This was written in the late 1920s, shortly before Lawrence's death. It is set in the Industrial midlands of England, where Lawrence was raised, and details the sexual affair between an upper class lady and a local gamekeeper. [SPOILER ALERT]. Constance is from an upper middle class anglo-Scottish family. She is a bit of an intellectual and Bohemian who marries an English aristocrat named Clifford. Clifford then goes off to the trenches and returns paralyzed from the waist down. At first Constance stands by him. She later has an unfulfilling affair with a young Irish playwright who visits her husband. Gradually what is left of the marriage breaks down and she begins an affair with her husband's gamekeeper Mellors. Constance becomes pregnant, the affair is revealed, her husband refuses to agree to a divorce and the couple are left in a kind of limbo, but agree to wait.

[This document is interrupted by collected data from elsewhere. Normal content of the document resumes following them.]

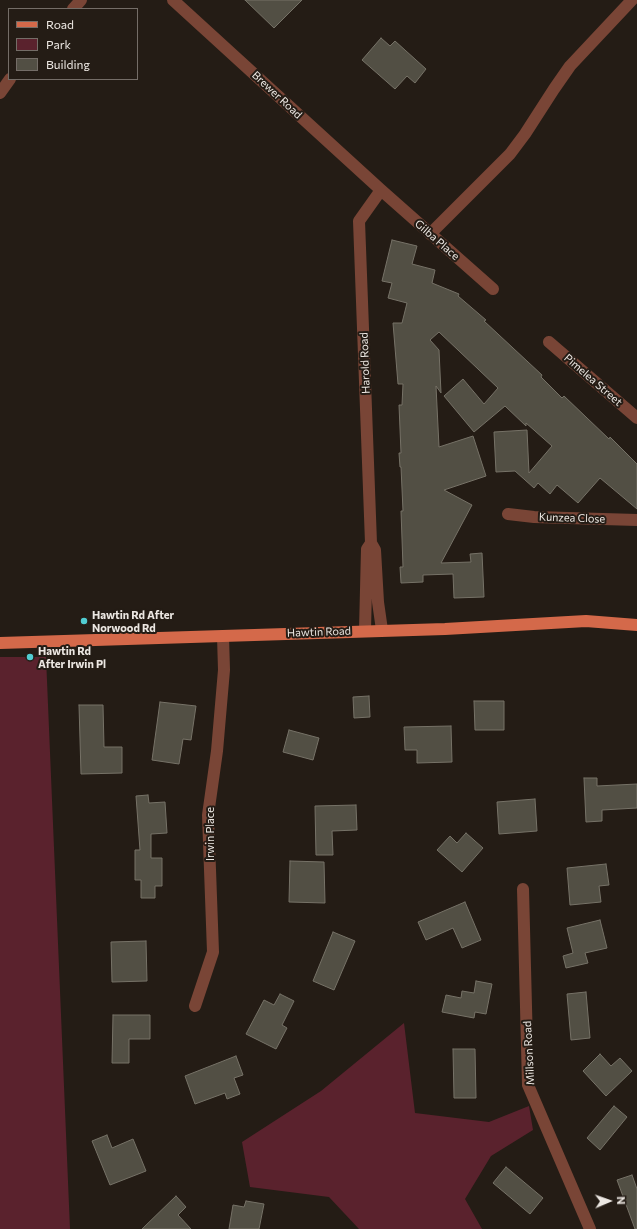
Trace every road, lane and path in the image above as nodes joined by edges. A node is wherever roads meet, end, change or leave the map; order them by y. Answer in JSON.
{"nodes":[{"id":1,"x":81,"y":0,"type":"edge"},
{"id":2,"x":173,"y":0,"type":"edge"},
{"id":3,"x":632,"y":0,"type":"edge"},
{"id":4,"x":74,"y":8,"type":"edge"},
{"id":5,"x":9,"y":80,"type":"edge"},
{"id":6,"x":0,"y":93,"type":"edge"},
{"id":7,"x":381,"y":190,"type":"junction"},
{"id":8,"x":430,"y":234,"type":"junction"},
{"id":9,"x":493,"y":289,"type":"dead end"},
{"id":10,"x":549,"y":342,"type":"dead end"},
{"id":11,"x":637,"y":418,"type":"edge"},
{"id":12,"x":508,"y":514,"type":"dead end"},
{"id":13,"x":637,"y":520,"type":"edge"},
{"id":14,"x":371,"y":543,"type":"junction"},
{"id":15,"x":637,"y":625,"type":"edge"},
{"id":16,"x":365,"y":630,"type":"junction"},
{"id":17,"x":382,"y":630,"type":"junction"},
{"id":18,"x":223,"y":636,"type":"junction"},
{"id":19,"x":0,"y":643,"type":"edge"},
{"id":20,"x":523,"y":889,"type":"dead end"},
{"id":21,"x":195,"y":1006,"type":"dead end"},
{"id":22,"x":590,"y":1229,"type":"edge"}],
"edges":[{"from":1,"to":4,"type":"street"},
{"from":2,"to":7,"type":"street","name":"Brewer Road"},
{"from":3,"to":8,"type":"street"},
{"from":5,"to":6,"type":"street"},
{"from":7,"to":8,"type":"street","name":"Gilba Place"},
{"from":7,"to":14,"type":"street","name":"Harold Road"},
{"from":8,"to":9,"type":"street","name":"Gilba Place"},
{"from":10,"to":11,"type":"street","name":"Pimelea Street"},
{"from":12,"to":13,"type":"street","name":"Kunzea Close"},
{"from":14,"to":16,"type":"street","name":"Harold Road"},
{"from":14,"to":17,"type":"street","name":"Harold Road"},
{"from":15,"to":17,"type":"main road","name":"Hawtin Road"},
{"from":16,"to":17,"type":"main road","name":"Hawtin Road"},
{"from":16,"to":18,"type":"main road","name":"Hawtin Road"},
{"from":18,"to":19,"type":"main road","name":"Hawtin Road"},
{"from":18,"to":21,"type":"street","name":"Irwin Place"},
{"from":20,"to":22,"type":"street","name":"Millson Road"}]}
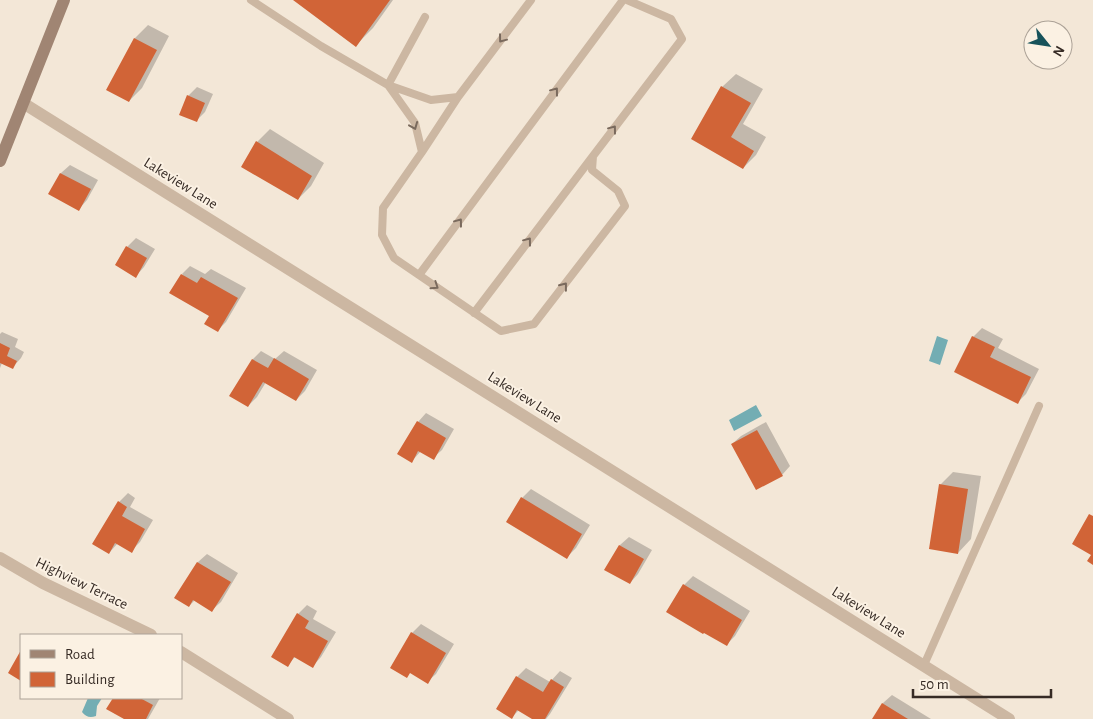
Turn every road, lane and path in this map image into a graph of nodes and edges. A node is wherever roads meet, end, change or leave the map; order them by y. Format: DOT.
graph roads {
  1 [pos="64,0"];
  2 [pos="251,0"];
  3 [pos="531,0"];
  4 [pos="625,0"];
  5 [pos="425,17"];
  6 [pos="388,85"];
  7 [pos="458,97"];
  8 [pos="24,103"];
  9 [pos="422,152"];
  10 [pos="593,156"];
  11 [pos="0,161"];
  12 [pos="419,275"];
  13 [pos="474,313"];
  14 [pos="1038,406"];
  15 [pos="0,558"];
  16 [pos="149,634"];
  17 [pos="182,653"];
  18 [pos="924,665"];
  19 [pos="288,719"];
  20 [pos="1009,719"];
  1 -- 8 [label="main road"];
  2 -- 6 [label="lane"];
  3 -- 7 [label="lane, one-way"];
  10 -- 4 [label="lane, one-way"];
  12 -- 4 [label="lane, one-way"];
  5 -- 6 [label="lane"];
  6 -- 7 [label="lane"];
  6 -- 9 [label="lane, one-way"];
  7 -- 9 [label="lane"];
  8 -- 11 [label="main road"];
  8 -- 18 [label="street, Lakeview Lane"];
  9 -- 12 [label="lane"];
  13 -- 10 [label="lane, one-way"];
  13 -- 10 [label="lane, one-way"];
  12 -- 13 [label="lane, one-way"];
  14 -- 18 [label="lane"];
  15 -- 16 [label="street, Highview Terrace"];
  17 -- 19 [label="street"];
  18 -- 20 [label="street, Lakeview Lane"];
}
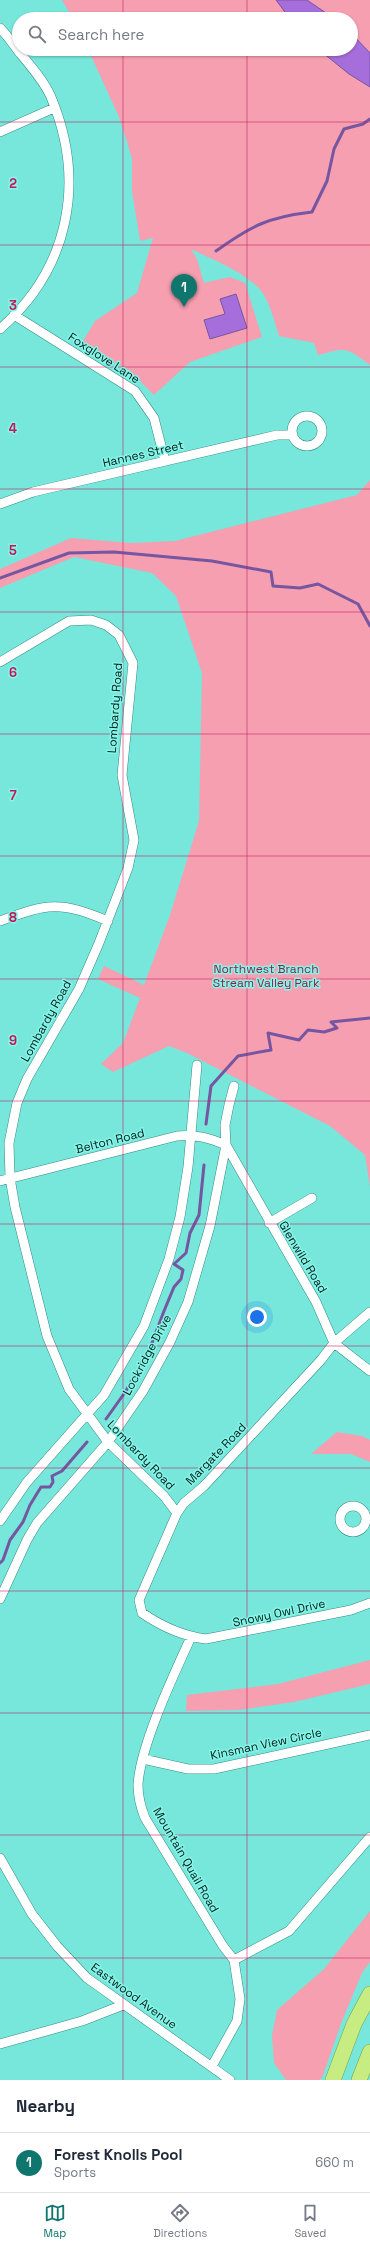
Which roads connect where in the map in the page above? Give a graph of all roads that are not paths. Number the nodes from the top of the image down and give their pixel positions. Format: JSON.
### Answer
{"nodes":[{"id":1,"x":0,"y":28,"type":"edge"},
{"id":2,"x":12,"y":43,"type":"edge"},
{"id":3,"x":22,"y":56,"type":"edge"},
{"id":4,"x":54,"y":108,"type":"junction"},
{"id":5,"x":0,"y":132,"type":"edge"},
{"id":6,"x":14,"y":315,"type":"junction"},
{"id":7,"x":0,"y":329,"type":"edge"},
{"id":8,"x":293,"y":435,"type":"dead end"},
{"id":9,"x":165,"y":461,"type":"junction"},
{"id":10,"x":0,"y":504,"type":"edge"},
{"id":11,"x":0,"y":662,"type":"edge"},
{"id":12,"x":0,"y":920,"type":"edge"},
{"id":13,"x":108,"y":920,"type":"junction"},
{"id":14,"x":197,"y":1065,"type":"dead end"},
{"id":15,"x":234,"y":1086,"type":"dead end"},
{"id":16,"x":191,"y":1135,"type":"junction"},
{"id":17,"x":226,"y":1146,"type":"junction"},
{"id":18,"x":10,"y":1178,"type":"junction"},
{"id":19,"x":0,"y":1181,"type":"edge"},
{"id":20,"x":312,"y":1198,"type":"dead end"},
{"id":21,"x":269,"y":1223,"type":"junction"},
{"id":22,"x":370,"y":1312,"type":"edge"},
{"id":23,"x":334,"y":1343,"type":"junction"},
{"id":24,"x":370,"y":1371,"type":"edge"},
{"id":25,"x":87,"y":1414,"type":"junction"},
{"id":26,"x":108,"y":1442,"type":"junction"},
{"id":27,"x":178,"y":1513,"type":"junction"},
{"id":28,"x":0,"y":1519,"type":"edge"},
{"id":29,"x":0,"y":1599,"type":"edge"},
{"id":30,"x":370,"y":1603,"type":"edge"},
{"id":31,"x":191,"y":1637,"type":"junction"},
{"id":32,"x":370,"y":1735,"type":"edge"},
{"id":33,"x":143,"y":1759,"type":"junction"},
{"id":34,"x":370,"y":1837,"type":"edge"},
{"id":35,"x":0,"y":1859,"type":"edge"},
{"id":36,"x":234,"y":1960,"type":"junction"},
{"id":37,"x":370,"y":1994,"type":"edge"},
{"id":38,"x":123,"y":2005,"type":"junction"},
{"id":39,"x":0,"y":2044,"type":"edge"},
{"id":40,"x":370,"y":2052,"type":"edge"},
{"id":41,"x":212,"y":2066,"type":"junction"},
{"id":42,"x":230,"y":2080,"type":"edge"},
{"id":43,"x":333,"y":2080,"type":"edge"},
{"id":44,"x":359,"y":2080,"type":"edge"}],
"edges":[{"from":1,"to":2,"type":"street"},
{"from":3,"to":4,"type":"street"},
{"from":4,"to":5,"type":"street"},
{"from":4,"to":6,"type":"street"},
{"from":6,"to":7,"type":"street"},
{"from":6,"to":9,"type":"street","name":"Foxglove Lane"},
{"from":8,"to":9,"type":"street","name":"Hannes Street"},
{"from":9,"to":10,"type":"street","name":"Hannes Street"},
{"from":11,"to":13,"type":"street","name":"Lombardy Road"},
{"from":12,"to":13,"type":"street"},
{"from":13,"to":18,"type":"street","name":"Lombardy Road"},
{"from":14,"to":16,"type":"street","name":"Lockridge Drive"},
{"from":15,"to":17,"type":"street","name":"Lockridge Drive"},
{"from":16,"to":17,"type":"street","name":"Belton Road"},
{"from":16,"to":18,"type":"street","name":"Belton Road"},
{"from":16,"to":25,"type":"street","name":"Lockridge Drive"},
{"from":17,"to":21,"type":"street","name":"Glenwild Road"},
{"from":17,"to":26,"type":"street","name":"Lockridge Drive"},
{"from":18,"to":19,"type":"street","name":"Belton Road"},
{"from":18,"to":25,"type":"street","name":"Lombardy Road"},
{"from":20,"to":21,"type":"street"},
{"from":21,"to":23,"type":"street","name":"Glenwild Road"},
{"from":22,"to":23,"type":"street","name":"Margate Road"},
{"from":23,"to":24,"type":"street","name":"Glenwild Road"},
{"from":23,"to":27,"type":"street","name":"Margate Road"},
{"from":25,"to":26,"type":"street","name":"Lombardy Road"},
{"from":25,"to":28,"type":"street","name":"Lockridge Drive"},
{"from":26,"to":27,"type":"street","name":"Lombardy Road"},
{"from":26,"to":29,"type":"street","name":"Lockridge Drive"},
{"from":27,"to":31,"type":"street","name":"Margate Road"},
{"from":30,"to":31,"type":"street","name":"Snowy Owl Drive"},
{"from":31,"to":33,"type":"street","name":"Mountain Quail Road"},
{"from":32,"to":33,"type":"street","name":"Kinsman View Circle"},
{"from":33,"to":36,"type":"street","name":"Mountain Quail Road"},
{"from":34,"to":36,"type":"street"},
{"from":35,"to":38,"type":"street","name":"Eastwood Avenue"},
{"from":36,"to":41,"type":"street","name":"Mountain Quail Road"},
{"from":37,"to":43,"type":"highway"},
{"from":38,"to":39,"type":"street"},
{"from":38,"to":41,"type":"street","name":"Eastwood Avenue"},
{"from":40,"to":44,"type":"highway"},
{"from":41,"to":42,"type":"street","name":"Eastwood Avenue"}]}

This is a surprising novel in almost every way. First of all, it really isn't all that explicit or shocking. The sexual passages make up about 5% of the book. And whatever else they are, they are not pornographic- quite the opposite in fact. Lawrence thought sex important and was determined to break down taboos. He also thought sexual repression unhealthy and dangerous. But, he was oddly puritanical as well. He loathed the idea of casual sex, and the relationship between the couple, though it is described in detail, is tender, loving and respectful. And the characters are not quite what you'd expect either. Constance is not a sexually repressed upper class neurotic. In her youth she had had sexual affairs, but had regarded them as much less interesting than the intellectual conversations she enjoyed with her lovers. Mellors is not some great, brutal, mindless force of nature. He is 39 and celibate and has even spent time as an officer in the British army, though his background is essentially working class. In fact, he seems tired and broken when she first meets him.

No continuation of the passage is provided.